Take time to do a few test, understand the different operation, the different between in-place and out-of-place operations, etc. The most important resource you must use is the numpy documentation. As we usually say in computer science: Read The F*cking Manual https://numpy.org/doc/stable/reference/index.html

In [ ]:

```
# import libraries
import numpy as np
import sklearn.datasets
import matplotlib.pyplot as plt
%matplotlib inline
```

In [ ]:

```
# create a 2D tensor (i.e. a matrix) of shape (2, 5) full of zeros
# by default the tensor will contain elements of type float
t = np.zeros((2, 5))
print("Shape of the tensor: ", t.shape)
print("Content:")
print(t)
```

In [ ]:

```
# A vector is a one dimension tensor.
# its usual to think about them as "column vector",
# i.e. a vector of 5 elements is similar in practice to a matrix of shape (5, 1)
t = np.zeros((5, ))
print("Shape of the tensor: ", t.shape)
# yes, its displayed as "row", but mentally you need to think about it as a column :)
print("Content:")
print(t)
```

In [ ]:

```
# You can reshape tensors
# When you reshape a tensor, it does not change the data order in the underlying memory.
# By default, this is the "C array order", also called the row-major format.
# If you don't know about this, check the wikipedia page:
# https://en.wikipedia.org/wiki/Row-_and_column-major_order
# for example, the following operation will reshape t as a vector with ten elements
t = np.zeros((2, 5))
t = t.reshape(-1) # -1 means "put every there"
print(t.shape)
# here instead of having a vector we build a tensor with a single row with ten elements
t = t.reshape(1, -1)
# of cours we could have done t = t.reshape(1, 10)
print(t.shape)
# here a tensor with a single column with ten elements
t = t.reshape(-1, 1)
# of cours we could have done t = t.reshape(10, 1)
print(t.shape)
# reshape into the original shape
t = t.reshape(2, -1)
print(t.shape)
```

In [ ]:

```
# this creates a vector with values from 0 to 3 (not included)
t = np.arange(4)
print(t)
# reshape
t = t.reshape((2, 2))
print(t)
# .T returns the transposed tensor
print(t.T)
```

In [ ]:

```
# multiply the content of the tensor by two
# this is an out-of-place operation: it does not modify the tensory memory but creates a new one
t2 = 2 * t
print("Original tensor:")
print(t)
print("New tensor:")
print(t2)
```

In [ ]:

```
# do the same thing but in-place
t *= 2
print("New content:")
print(t)
```

In [ ]:

```
# There are two multiplication operators:
# * is the element wise multiplication operator (also called the Hadamard product)
# @ is the matrix multiplication operator
a = np.arange(4).reshape(2, 2)
# one_like create a tensor with the same properties (i.e. type and shape) than the argument
# but filled with ones
b = 2 * np.ones_like(a)
print("a:")
print(a)
print("b:")
print(b)
print()
# element wise multiplication
c = a * b
print("a * b:")
print(c)
print()
# matrix multiplication
c = a @ b
print("a @ b:")
print(c)
```

In [ ]:

```
# you can easily retrieve one row or one column of a tensor
print("a:")
print(a)
print()
print("first row of a:")
print(a[0])
print()
print("first column of a:")
print(a[:, 0])
```

In [ ]:

```
# the same approach can be used to update the data in-place
print("a:")
print(a)
print()
# set the second colums elements to 10
a[:, 1] = 10.
print("after update:")
print(a)
```

One of the most important feature you have to understand is broadcasting.
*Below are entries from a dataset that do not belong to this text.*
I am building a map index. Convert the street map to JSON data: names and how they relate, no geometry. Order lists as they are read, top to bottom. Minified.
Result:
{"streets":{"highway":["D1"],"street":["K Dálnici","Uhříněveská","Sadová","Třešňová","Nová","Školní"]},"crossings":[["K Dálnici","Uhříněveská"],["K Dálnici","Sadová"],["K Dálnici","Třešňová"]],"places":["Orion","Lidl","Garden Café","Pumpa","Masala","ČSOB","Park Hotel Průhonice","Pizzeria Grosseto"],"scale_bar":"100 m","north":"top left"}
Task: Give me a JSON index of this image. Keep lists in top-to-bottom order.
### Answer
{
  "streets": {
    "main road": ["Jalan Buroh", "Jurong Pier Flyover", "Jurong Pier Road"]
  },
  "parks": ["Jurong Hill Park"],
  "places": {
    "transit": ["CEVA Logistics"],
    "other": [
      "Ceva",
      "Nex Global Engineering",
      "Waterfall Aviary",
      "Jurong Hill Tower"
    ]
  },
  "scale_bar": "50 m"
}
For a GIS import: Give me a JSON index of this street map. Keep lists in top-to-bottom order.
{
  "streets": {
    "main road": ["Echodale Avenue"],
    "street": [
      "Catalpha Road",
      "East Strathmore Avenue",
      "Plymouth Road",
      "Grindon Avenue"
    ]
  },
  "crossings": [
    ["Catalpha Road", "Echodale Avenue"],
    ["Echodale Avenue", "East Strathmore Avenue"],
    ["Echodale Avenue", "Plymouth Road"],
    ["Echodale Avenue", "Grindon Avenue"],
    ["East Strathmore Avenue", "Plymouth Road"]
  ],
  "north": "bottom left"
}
You can read the following article to understand operation broadcasting: https://numpy.org/devdocs/user/theory.broadcasting.html

It is a very important concept that is really helpful in numpy and other numerical computation library. The documentation often explain of broadcasting is implemented for a given operation, check for example the matrix multiplication page: https://numpy.org/doc/stable/reference/generated/numpy.matmul.html

In [ ]:

```
a = np.arange(6).reshape(2, -1)
print("a: ")
print(a)
print()
# we will multpliy the first row by 2 and the second row by 4 by using operation broadcasting
# np.array can be used to create a tensor from python data
b = np.array([2, 4]).reshape((2, 1))
c = a * b
print("new tensor:")
print(c)
```

Of course, you can also retrieve a specific index or write a specif value into a tensor.

In [ ]:

```
t = np.zeros((2, 2))
print(t)
t[0, 1] = 10
print(t)
t *= 2
print(t)
print(t[0, 1])
```

To sample from a Gaussian you can use normal(loc=0.0, scale=1.0, size=None). Note that the parameters are the mean and the *standard deviation*, not the variance (again, read the doc!).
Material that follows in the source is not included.